* **Stored items**
---

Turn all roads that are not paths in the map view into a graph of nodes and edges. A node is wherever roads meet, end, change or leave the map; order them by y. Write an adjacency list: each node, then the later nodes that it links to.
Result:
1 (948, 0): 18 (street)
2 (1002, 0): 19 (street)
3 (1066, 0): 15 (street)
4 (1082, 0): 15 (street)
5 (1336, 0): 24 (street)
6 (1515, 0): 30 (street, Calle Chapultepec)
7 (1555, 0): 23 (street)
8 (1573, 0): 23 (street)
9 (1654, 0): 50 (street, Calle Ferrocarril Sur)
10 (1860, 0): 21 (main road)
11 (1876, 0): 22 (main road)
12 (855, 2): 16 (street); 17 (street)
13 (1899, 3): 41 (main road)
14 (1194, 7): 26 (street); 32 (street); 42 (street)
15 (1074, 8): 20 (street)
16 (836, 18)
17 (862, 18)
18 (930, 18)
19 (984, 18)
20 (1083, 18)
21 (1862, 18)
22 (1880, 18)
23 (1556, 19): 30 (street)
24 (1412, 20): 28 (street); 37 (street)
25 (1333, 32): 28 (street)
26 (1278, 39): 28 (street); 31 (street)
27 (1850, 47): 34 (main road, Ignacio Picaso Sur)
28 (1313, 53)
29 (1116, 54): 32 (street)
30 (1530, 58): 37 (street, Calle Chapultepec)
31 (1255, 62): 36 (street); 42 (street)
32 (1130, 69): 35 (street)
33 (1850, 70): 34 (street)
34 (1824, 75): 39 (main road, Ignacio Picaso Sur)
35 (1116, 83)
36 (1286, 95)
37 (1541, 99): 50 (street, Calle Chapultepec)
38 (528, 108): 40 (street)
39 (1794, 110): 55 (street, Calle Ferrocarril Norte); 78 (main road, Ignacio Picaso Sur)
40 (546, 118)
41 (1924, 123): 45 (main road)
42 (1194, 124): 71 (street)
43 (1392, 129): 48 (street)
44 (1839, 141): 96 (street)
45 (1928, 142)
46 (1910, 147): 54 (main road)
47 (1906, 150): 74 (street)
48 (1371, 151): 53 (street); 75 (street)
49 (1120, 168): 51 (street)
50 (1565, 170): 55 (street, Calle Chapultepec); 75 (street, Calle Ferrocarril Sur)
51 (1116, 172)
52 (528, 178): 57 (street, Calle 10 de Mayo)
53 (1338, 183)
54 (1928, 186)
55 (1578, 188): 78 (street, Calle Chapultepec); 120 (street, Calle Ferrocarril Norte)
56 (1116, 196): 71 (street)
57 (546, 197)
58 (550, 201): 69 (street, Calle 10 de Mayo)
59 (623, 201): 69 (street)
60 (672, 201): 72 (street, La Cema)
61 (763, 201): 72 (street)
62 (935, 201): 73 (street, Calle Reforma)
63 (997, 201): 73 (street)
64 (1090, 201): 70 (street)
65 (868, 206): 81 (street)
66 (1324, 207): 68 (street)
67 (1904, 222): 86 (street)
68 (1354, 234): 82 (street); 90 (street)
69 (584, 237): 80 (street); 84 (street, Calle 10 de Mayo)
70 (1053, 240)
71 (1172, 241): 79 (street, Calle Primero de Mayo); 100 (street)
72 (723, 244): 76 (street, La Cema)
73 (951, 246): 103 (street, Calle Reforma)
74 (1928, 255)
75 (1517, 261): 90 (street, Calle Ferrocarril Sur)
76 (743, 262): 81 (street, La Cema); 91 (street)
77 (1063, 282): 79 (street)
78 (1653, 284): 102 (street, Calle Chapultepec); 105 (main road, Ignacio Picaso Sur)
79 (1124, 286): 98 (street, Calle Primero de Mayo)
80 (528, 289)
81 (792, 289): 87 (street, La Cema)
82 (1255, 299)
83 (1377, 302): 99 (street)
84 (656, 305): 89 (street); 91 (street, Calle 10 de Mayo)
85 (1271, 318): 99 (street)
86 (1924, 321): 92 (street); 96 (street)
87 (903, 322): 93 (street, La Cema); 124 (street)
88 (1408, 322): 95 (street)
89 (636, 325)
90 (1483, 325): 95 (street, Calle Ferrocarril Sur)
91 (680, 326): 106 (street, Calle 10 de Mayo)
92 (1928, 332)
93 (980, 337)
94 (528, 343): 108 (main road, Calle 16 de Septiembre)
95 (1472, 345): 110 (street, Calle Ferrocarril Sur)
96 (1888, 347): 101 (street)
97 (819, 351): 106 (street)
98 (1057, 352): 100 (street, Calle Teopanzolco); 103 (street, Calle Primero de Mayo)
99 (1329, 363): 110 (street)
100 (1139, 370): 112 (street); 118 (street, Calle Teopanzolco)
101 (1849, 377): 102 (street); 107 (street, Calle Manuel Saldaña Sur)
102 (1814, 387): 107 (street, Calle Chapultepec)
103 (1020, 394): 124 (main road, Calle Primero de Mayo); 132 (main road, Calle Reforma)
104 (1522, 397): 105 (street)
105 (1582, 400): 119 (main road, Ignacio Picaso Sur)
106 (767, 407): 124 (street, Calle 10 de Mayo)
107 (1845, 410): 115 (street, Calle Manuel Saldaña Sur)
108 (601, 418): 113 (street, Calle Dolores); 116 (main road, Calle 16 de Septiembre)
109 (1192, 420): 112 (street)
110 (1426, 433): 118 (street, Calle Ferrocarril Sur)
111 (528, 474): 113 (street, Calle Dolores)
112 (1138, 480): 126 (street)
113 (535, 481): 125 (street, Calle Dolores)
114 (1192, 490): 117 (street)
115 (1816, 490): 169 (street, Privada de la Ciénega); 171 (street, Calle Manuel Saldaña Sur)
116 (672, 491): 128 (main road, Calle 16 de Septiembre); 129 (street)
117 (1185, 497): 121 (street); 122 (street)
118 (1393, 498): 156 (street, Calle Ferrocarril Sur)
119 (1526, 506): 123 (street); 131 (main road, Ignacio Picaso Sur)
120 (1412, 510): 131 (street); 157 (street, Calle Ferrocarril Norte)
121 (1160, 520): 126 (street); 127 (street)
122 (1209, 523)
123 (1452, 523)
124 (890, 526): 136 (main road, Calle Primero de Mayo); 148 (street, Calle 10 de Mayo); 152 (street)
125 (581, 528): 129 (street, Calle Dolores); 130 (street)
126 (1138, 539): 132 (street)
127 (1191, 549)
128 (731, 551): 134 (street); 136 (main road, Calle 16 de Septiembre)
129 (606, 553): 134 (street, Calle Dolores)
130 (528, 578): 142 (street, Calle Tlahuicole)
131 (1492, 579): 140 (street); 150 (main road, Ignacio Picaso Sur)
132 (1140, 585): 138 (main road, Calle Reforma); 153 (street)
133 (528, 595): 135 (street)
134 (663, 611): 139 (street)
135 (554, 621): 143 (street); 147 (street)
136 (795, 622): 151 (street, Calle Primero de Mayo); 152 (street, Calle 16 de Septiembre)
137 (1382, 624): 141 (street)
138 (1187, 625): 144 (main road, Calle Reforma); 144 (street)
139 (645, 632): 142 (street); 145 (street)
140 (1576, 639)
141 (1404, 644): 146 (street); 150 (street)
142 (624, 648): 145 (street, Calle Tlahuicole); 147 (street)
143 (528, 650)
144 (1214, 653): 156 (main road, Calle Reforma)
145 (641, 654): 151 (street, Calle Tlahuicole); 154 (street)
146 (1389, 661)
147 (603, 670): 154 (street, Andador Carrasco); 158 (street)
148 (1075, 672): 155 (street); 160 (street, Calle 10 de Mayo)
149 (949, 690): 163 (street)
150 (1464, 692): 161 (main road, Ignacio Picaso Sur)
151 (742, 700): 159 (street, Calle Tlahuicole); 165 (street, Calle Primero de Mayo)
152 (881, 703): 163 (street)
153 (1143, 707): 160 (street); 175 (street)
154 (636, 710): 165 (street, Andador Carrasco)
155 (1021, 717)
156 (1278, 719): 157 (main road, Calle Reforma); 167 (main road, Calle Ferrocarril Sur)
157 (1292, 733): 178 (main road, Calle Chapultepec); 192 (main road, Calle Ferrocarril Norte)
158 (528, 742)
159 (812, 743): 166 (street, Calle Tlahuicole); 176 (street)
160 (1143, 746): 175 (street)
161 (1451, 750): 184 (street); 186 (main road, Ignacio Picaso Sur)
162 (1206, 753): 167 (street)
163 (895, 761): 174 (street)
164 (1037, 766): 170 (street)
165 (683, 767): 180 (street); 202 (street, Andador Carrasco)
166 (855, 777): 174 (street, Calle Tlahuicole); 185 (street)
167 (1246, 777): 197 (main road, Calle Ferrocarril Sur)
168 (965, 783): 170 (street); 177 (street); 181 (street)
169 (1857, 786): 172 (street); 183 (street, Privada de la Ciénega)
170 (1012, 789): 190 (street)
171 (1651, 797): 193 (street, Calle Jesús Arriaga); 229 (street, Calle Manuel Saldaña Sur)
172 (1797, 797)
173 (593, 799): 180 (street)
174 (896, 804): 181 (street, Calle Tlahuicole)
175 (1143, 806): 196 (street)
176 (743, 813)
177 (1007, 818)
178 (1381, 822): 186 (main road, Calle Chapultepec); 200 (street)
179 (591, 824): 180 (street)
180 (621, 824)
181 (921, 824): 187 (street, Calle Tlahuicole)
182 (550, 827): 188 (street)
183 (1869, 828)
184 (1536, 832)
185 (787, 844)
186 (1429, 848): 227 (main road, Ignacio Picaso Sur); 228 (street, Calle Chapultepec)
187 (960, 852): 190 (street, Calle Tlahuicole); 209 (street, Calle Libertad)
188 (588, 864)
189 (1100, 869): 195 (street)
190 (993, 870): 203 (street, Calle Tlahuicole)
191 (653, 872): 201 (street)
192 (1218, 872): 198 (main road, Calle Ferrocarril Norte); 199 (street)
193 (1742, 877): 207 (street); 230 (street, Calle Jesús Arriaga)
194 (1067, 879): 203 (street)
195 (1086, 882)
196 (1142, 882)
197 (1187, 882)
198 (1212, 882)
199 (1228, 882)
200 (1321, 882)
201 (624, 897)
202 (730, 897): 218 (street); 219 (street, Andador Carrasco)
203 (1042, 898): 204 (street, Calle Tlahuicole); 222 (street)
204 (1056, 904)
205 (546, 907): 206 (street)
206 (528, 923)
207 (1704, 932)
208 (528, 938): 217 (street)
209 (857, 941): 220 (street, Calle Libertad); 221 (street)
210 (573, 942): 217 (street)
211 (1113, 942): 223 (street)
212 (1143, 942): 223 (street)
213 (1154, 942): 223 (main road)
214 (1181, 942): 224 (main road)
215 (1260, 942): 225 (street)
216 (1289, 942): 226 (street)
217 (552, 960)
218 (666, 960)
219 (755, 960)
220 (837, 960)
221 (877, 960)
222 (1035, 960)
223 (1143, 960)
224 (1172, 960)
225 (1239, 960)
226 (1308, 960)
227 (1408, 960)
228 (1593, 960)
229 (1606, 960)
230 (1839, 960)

---

* **What you should do**
Look over the records. Copy the lines that include the word "Manuel".

* **Solution for this exercise**
101 (1849, 377): 102 (street); 107 (street, Calle Manuel Saldaña Sur)
107 (1845, 410): 115 (street, Calle Manuel Saldaña Sur)
115 (1816, 490): 169 (street, Privada de la Ciénega); 171 (street, Calle Manuel Saldaña Sur)
171 (1651, 797): 193 (street, Calle Jesús Arriaga); 229 (street, Calle Manuel Saldaña Sur)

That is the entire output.